Figure 4.

Insulin resistance in MAFLD and CKD and the interaction between the two diseases. In NAFLD, lipid overload triggers inflammatory responses and insulin resistance in adipocytes, acting as a pump for the export of FFA/glucose and inflammatory factors. Hepatic insulin resistance can be driven by high-fructose diets, dysregulation of FAO/DNL, and the formation of lipotoxic products, as well as by increased energy input from peripheral tissues. In CKD, HDL immaturity, increase in fructose/uric acid axis, decreased EPO production, and PTH hypersecretion contribute to systemic insulin resistance. CKD and diabetes can both cause HDL immaturity, leading to reduced HDL-c and increased LDL-c levels; meanwhile, MAFLD enhances VLDL output, exacerbating this pattern of dyslipidemia.
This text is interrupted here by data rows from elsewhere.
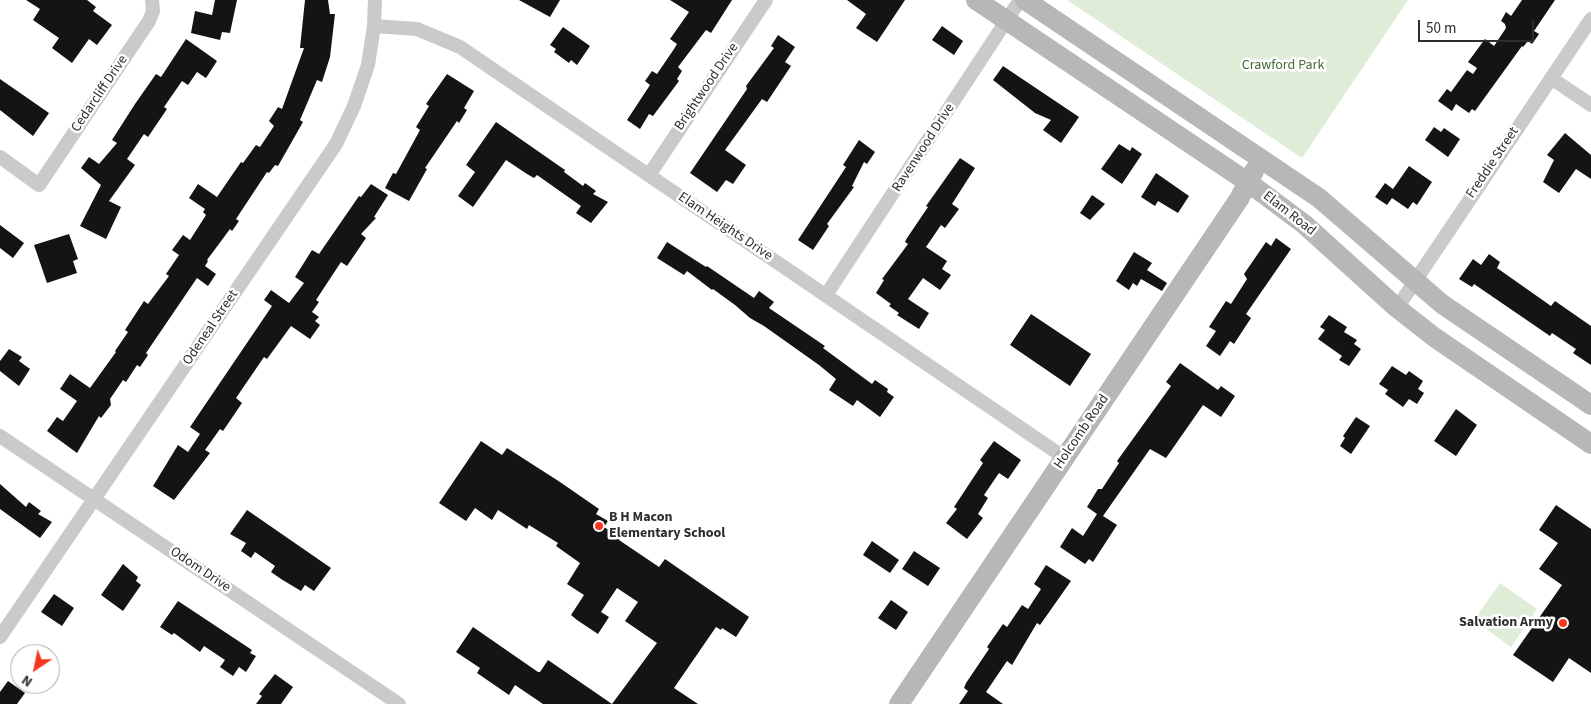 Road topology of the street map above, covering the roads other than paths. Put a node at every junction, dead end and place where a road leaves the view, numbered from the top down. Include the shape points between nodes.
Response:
1 (152, 0) edge
2 (375, 0) edge
3 (766, 0) edge
4 (976, 0) edge
5 (1020, 0) edge
6 (1025, 0) edge
7 (1591, 18) edge
8 (1008, 21) junction
9 (374, 26) junction
10 (1551, 78) junction
11 (1591, 105) edge
12 (1260, 156) junction
13 (0, 157) edge
14 (649, 175) junction
15 (1249, 183) junction
16 (1415, 279) junction
17 (826, 295) junction
18 (1397, 308) junction
19 (1591, 405) edge
20 (0, 436) edge
21 (1588, 436) edge
22 (1065, 458) junction
23 (94, 499) junction
24 (0, 637) edge
25 (399, 704) edge
26 (898, 704) edge

1 - 13 street, Cedarcliff Drive via 149,21 39,185
2 - 9 street, Odeneal Street
3 - 14 street, Brightwood Drive
4 - 8 main road, Elam Road
5 - 8 street, Ravenwood Drive
6 - 12 main road, Elam Road
7 - 10 street, Freddie Street
8 - 15 main road, Elam Road
8 - 17 street, Ravenwood Drive
9 - 14 street, Elam Heights Drive via 417,30 460,47
9 - 23 street, Odeneal Street via 368,65 336,144
10 - 11 street
10 - 16 street, Freddie Street
12 - 15 main road, Holcomb Road
12 - 16 main road, Elam Road via 1319,198
14 - 17 street, Elam Heights Drive
15 - 18 main road, Elam Road via 1304,224
15 - 22 main road, Holcomb Road
16 - 18 street, Freddie Street
16 - 19 main road, Elam Road via 1442,304
17 - 22 street, Elam Heights Drive
18 - 21 main road, Elam Road via 1434,337
20 - 23 street, Odom Drive
22 - 26 main road, Holcomb Road
23 - 24 street, Odeneal Street
23 - 25 street, Odom Drive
Increased deposition of lipoproteins (VLDL and LDL-c), FAs, and glucose in the kidneys induces lipotoxicity and inflammatory response, which stimulate gluconeogenesis activation and insulin resistance in the kidneys; insulin resistance in the kidneys exacerbates glomerulosclerosis and renal fibrosis. MAFLD and CKD both exhibit abnormalities in adipokines and hepatokines, which induce systemic insulin resistance; abnormal adipokines cause damage to glomerulus and liver cells. Within the SNS/RAS/ROS axis, insulin, and adipokine, there is a feedback loop amplifying the interactions among them, and then leptin/SNS/RAS axis activates fibrotic signals in the liver and kidneys.